Let’s be honest. When you look in the mirror first thing in the morning what are the messages you hear?

“Look at those bags under my eyes!” 

“Is that a new wrinkle?” 
“Is that acne? I thought that was supposed to stop when adolescence was over.” 
“Is that an age spot?”  

I recently asked this question of some young people. And while their messages did not refer to bags and age spots, they also had some less than positive things they say to themselves in the mirror. Their messages certainly gave me a larger window into understanding why anxiety and depression is so prevalent.
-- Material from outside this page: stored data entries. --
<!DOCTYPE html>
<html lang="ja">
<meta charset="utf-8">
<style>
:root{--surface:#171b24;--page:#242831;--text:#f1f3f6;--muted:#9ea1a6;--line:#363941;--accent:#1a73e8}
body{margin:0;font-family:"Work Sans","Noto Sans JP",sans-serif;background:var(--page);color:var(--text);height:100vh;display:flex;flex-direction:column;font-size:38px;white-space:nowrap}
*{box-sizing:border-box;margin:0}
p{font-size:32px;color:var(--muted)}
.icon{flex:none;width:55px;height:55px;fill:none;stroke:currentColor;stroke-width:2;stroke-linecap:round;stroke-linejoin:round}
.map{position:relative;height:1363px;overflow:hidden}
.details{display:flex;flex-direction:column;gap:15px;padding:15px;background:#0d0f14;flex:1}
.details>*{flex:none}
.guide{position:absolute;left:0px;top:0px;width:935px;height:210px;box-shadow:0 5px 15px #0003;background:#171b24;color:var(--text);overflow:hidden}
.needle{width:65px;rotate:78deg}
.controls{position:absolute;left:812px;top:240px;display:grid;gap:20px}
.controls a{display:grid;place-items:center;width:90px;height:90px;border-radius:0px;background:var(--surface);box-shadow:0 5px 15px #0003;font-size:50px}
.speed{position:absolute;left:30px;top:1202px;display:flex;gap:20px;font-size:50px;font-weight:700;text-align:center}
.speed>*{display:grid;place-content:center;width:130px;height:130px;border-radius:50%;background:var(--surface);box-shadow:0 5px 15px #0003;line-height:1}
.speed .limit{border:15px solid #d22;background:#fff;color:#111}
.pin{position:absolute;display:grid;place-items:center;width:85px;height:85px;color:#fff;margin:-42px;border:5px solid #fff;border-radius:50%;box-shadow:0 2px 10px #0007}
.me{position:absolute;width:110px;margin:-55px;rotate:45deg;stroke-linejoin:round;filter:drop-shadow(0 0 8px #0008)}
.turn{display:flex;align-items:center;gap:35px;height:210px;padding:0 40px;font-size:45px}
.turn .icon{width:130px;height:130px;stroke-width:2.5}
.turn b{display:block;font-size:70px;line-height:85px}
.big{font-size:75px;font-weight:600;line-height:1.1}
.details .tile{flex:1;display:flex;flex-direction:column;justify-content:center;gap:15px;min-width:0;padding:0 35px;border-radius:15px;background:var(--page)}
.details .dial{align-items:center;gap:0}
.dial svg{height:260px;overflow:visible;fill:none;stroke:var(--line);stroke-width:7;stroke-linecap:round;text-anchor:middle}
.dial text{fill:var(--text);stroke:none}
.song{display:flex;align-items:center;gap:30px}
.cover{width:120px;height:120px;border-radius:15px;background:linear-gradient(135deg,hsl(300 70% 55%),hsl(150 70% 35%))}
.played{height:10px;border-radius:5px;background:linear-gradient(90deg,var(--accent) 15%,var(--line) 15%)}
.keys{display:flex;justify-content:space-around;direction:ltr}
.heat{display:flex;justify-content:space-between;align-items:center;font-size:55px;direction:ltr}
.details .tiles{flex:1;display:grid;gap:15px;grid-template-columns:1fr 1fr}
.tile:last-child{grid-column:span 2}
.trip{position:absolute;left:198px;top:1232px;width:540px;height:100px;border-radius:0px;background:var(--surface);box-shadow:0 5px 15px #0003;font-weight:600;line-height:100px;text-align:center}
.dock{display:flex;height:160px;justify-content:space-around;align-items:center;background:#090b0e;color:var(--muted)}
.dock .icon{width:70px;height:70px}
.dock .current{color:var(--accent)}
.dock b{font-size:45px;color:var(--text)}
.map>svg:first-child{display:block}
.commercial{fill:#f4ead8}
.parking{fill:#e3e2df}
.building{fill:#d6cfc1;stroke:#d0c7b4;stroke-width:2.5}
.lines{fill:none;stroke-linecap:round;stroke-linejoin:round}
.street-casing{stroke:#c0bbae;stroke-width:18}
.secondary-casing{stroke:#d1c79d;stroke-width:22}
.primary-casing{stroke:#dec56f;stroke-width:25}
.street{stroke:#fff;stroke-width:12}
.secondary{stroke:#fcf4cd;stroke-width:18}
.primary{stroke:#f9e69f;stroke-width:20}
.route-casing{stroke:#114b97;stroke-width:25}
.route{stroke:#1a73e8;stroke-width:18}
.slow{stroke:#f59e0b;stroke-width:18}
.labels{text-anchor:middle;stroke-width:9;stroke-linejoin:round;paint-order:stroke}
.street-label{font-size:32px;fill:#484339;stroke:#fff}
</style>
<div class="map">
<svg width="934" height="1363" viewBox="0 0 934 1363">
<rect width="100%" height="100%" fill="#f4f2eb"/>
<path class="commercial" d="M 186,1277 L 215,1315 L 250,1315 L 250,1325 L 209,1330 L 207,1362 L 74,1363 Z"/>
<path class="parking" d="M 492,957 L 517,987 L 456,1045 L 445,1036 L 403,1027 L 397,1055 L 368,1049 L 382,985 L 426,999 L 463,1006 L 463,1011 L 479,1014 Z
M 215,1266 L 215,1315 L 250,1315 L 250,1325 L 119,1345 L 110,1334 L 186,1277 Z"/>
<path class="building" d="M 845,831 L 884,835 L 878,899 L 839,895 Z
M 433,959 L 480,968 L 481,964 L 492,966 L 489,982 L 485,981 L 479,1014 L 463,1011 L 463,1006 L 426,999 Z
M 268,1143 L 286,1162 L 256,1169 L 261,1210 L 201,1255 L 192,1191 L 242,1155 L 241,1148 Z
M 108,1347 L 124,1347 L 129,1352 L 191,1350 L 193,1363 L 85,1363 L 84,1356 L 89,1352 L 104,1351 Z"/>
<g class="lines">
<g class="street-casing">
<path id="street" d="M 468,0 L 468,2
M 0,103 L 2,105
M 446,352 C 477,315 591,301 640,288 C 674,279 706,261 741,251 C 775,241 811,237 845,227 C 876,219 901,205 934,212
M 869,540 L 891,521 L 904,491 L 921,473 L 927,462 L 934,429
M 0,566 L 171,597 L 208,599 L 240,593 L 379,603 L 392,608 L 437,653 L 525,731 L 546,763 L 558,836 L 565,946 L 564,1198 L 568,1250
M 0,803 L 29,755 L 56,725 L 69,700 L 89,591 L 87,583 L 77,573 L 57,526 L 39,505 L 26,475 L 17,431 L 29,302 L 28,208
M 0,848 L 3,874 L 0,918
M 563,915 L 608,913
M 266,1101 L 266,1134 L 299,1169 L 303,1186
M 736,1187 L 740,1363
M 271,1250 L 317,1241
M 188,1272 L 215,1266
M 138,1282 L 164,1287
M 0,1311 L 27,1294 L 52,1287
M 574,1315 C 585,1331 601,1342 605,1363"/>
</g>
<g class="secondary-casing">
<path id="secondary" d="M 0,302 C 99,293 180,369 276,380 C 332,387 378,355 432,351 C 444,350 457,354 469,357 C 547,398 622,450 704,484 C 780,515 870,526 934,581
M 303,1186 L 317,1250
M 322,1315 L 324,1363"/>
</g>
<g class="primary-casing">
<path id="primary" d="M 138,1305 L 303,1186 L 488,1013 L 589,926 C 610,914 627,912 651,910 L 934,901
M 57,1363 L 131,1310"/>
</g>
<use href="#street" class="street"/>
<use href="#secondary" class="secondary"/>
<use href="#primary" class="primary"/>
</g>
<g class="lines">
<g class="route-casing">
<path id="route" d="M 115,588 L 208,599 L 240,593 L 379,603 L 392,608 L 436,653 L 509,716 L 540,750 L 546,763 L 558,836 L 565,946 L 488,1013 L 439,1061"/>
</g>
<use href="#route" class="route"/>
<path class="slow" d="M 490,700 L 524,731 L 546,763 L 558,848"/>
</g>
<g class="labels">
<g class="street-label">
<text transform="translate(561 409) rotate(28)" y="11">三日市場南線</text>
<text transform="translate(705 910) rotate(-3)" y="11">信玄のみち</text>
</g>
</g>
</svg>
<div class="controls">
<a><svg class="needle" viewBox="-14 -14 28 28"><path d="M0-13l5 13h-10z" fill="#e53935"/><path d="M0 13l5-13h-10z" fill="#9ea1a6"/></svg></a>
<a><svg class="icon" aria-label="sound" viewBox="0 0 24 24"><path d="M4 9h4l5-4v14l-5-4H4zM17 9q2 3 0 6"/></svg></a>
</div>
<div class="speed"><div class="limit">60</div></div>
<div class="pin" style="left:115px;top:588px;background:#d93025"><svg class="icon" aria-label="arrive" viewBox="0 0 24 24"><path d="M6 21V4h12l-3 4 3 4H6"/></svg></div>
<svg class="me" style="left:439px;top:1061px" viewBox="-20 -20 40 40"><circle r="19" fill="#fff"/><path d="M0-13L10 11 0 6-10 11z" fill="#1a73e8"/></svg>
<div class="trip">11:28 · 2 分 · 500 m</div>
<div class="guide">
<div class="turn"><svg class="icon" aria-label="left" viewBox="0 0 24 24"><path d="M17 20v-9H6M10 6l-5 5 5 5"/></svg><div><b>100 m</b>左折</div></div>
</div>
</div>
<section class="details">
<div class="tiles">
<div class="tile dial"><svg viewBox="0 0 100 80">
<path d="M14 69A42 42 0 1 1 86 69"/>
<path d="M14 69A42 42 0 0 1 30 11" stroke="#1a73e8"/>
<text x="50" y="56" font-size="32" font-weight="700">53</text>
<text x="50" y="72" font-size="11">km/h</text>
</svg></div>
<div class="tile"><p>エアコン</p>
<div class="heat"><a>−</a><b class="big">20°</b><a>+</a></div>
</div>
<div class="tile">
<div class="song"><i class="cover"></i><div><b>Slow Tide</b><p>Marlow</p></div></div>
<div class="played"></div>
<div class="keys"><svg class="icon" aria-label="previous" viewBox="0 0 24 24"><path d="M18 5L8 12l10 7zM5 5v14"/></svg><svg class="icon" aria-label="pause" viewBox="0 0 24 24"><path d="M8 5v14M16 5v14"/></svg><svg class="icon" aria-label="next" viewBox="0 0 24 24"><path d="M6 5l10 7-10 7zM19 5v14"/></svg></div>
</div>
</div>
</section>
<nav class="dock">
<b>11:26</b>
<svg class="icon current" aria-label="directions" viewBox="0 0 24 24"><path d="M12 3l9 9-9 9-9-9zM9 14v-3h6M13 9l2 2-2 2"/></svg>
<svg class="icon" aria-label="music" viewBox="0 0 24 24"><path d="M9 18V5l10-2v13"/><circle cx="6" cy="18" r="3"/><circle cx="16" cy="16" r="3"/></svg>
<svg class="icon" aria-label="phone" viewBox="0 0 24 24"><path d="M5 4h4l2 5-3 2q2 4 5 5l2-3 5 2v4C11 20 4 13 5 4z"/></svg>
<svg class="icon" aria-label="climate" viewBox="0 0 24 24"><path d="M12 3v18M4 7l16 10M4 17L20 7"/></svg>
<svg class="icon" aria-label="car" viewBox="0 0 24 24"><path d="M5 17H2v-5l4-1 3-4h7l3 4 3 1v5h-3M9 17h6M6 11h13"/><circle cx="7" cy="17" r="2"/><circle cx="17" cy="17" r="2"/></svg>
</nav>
I challenged each of the young people for one month to look in the mirror first thing in the morning and say to yourself, “I am a blessing.” To begin each day reminding yourself first and foremost that you are a beloved child of God who is created in the image of God.

I went on to suggest to them that this exercise was actually a spiritual discipline. A discipline intended, before any other message (either self inflicted or suggested by another), to critically ground you first and foremost in the blessing of being God’s beloved.

I then went on to suggest to my young sisters and brothers that after their feet were firmly planted in the assurance of being a blessing, that they might ask themselves who they could affirm this day that they too are a blessing.  This as well, I offered, is a spiritual discipline. A discipline we affirm every time we commit ourselves in the Baptismal Covenant to, “seek and serve Christ in all persons.”

In this season of Epiphany when we are opening ourselves to the multitude of ways that Jesus has and is being made known, one of the many ways we do so is in claiming our blessedness and affirming the blessedness of others.